O prefeito de Salvador, Antonio Carlos Magalhães Neto (DEM), não acredita na necessidade de uma política cultural para a preservação do gênero que mais divisas levou para o território baiano. “Essa crise que você diz tem de ser relativizada. Veja que o próprio sertanejo vem à Bahia beber nas nossas fontes. O impacto econômico é ainda muito importante”. Ele está certo, mas o caminho contrário também existe. A axé, como ritmo, não existe. O que se ouve na base de grupos como Harmonia do Samba e É o Tchan é o mais genuíno samba de roda do Recôncavo Baiano. “É preciso prestar atenção no que eles estão fazendo”, disse Paulinho da Viola nos anos 90. Carlinhos Brown cria divisões rítmicas para os tambores e Luiz Caldas se apodera dos toques do ijexá e do afoxé em seus hits. Esse desprendimento estético permite aos músicos uma liberdade que não existe em qualquer cena. Assim como os sertanejos bebem em seus hits, os baianos se fartam de tudo o que pode virar sucesso.

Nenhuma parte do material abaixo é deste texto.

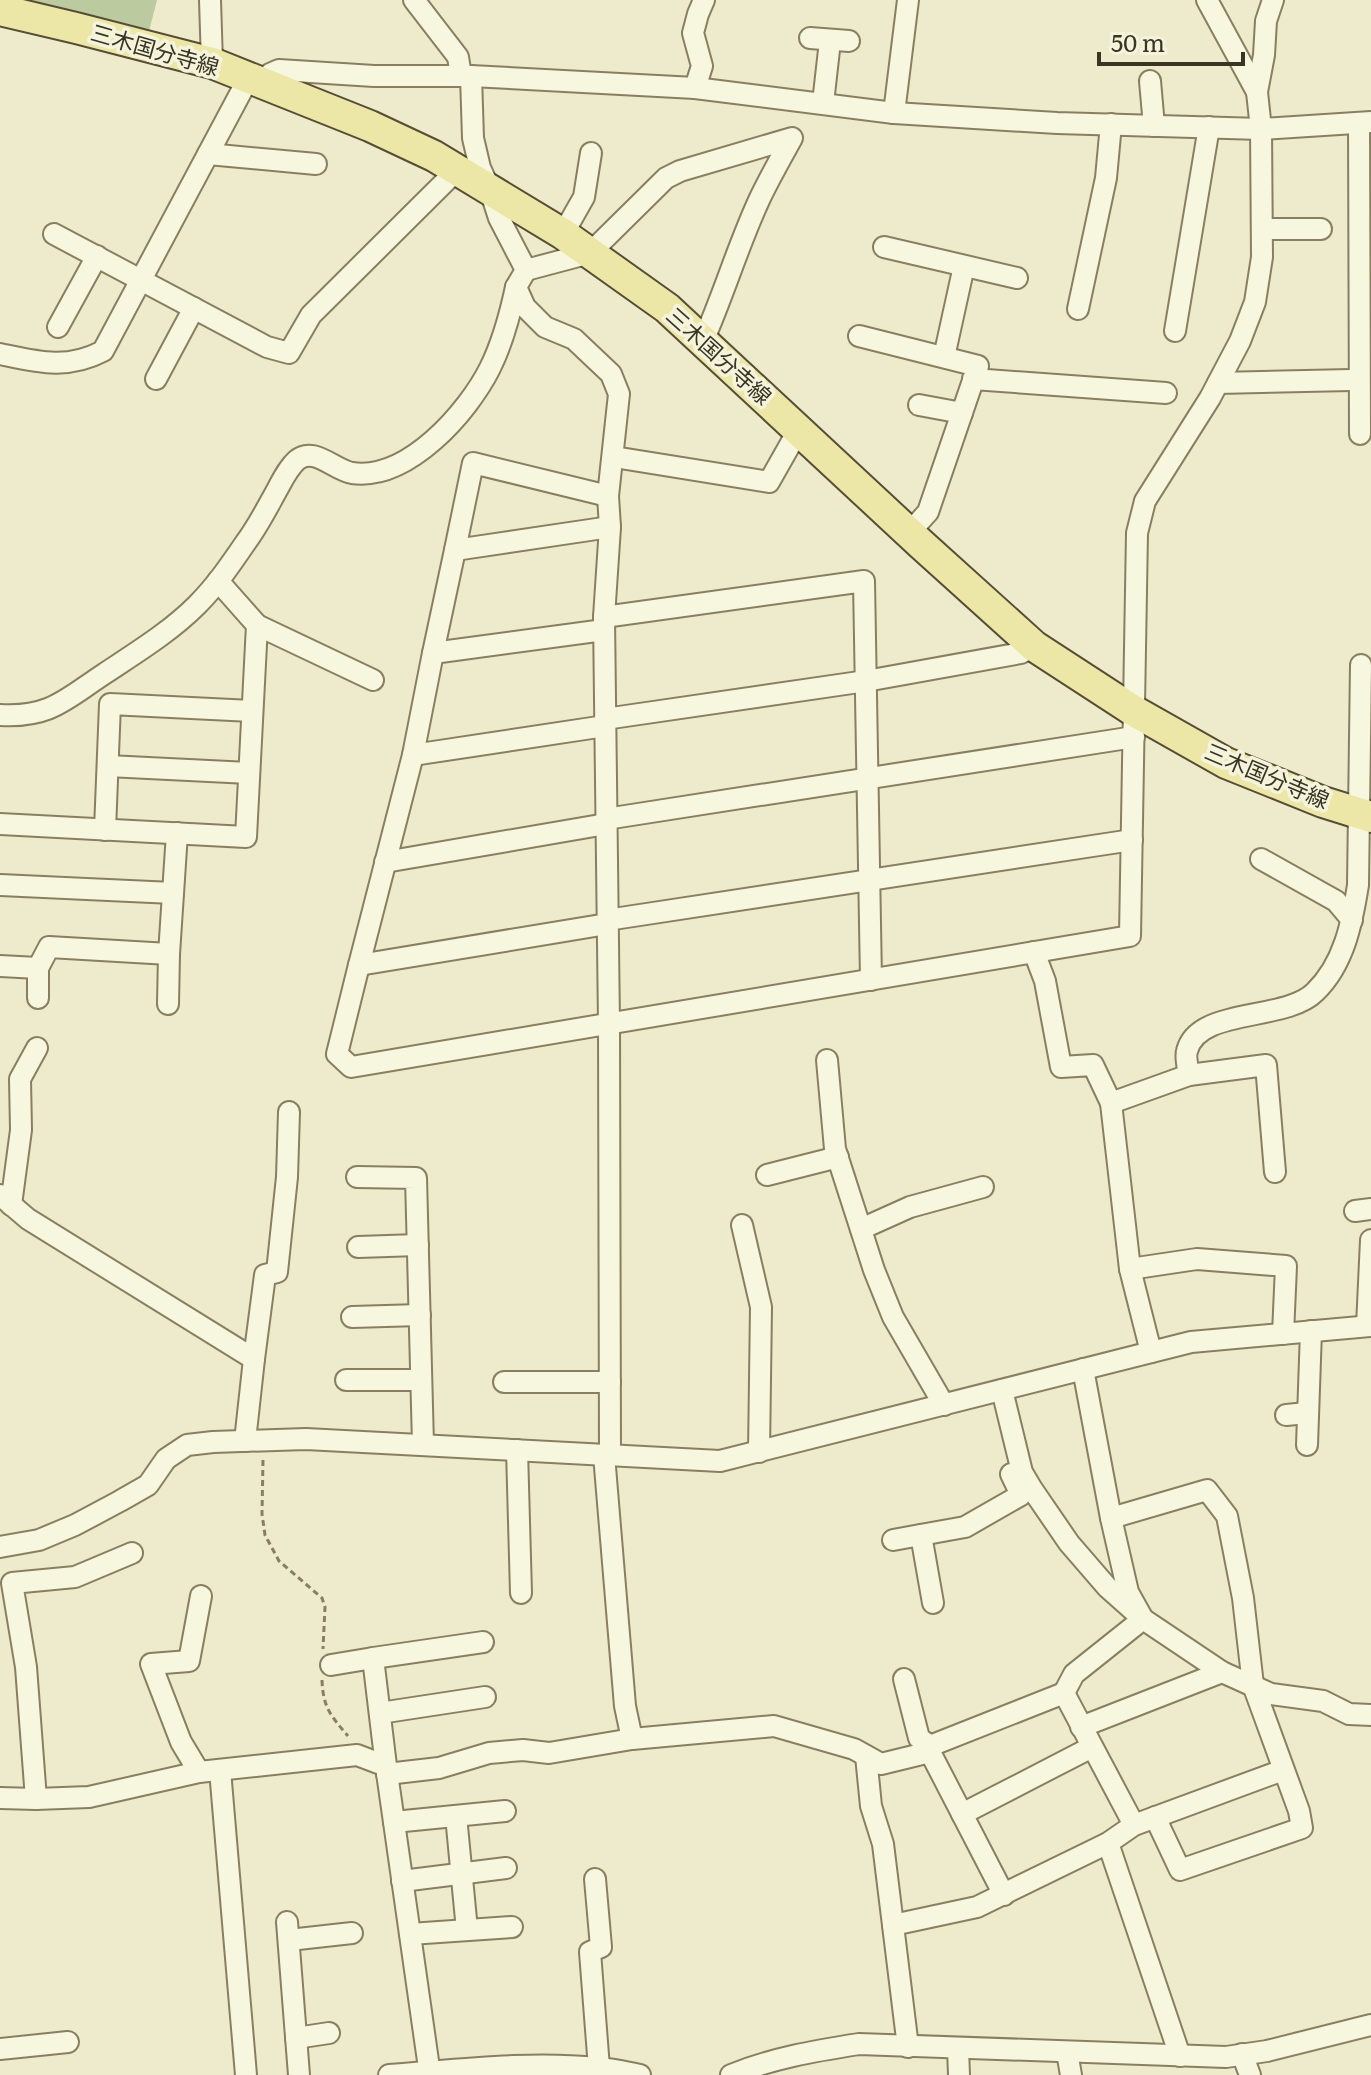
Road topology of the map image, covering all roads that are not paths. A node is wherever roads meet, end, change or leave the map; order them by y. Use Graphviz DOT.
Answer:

Daniela Mercury diz assim: “Parece que tudo aquilo que cantamos nos anos 90 não tem importância nos dias de hoje.” Luiz Caldas, o herói da história, vê uma saída digna. “Não deixamos de cantar a Bahia, mas essa geração que surgiu precisa de alguém que a conduza. Não podemos pensar comercialmente o tempo todo. É plantar, regar e esperar a hora de colher.”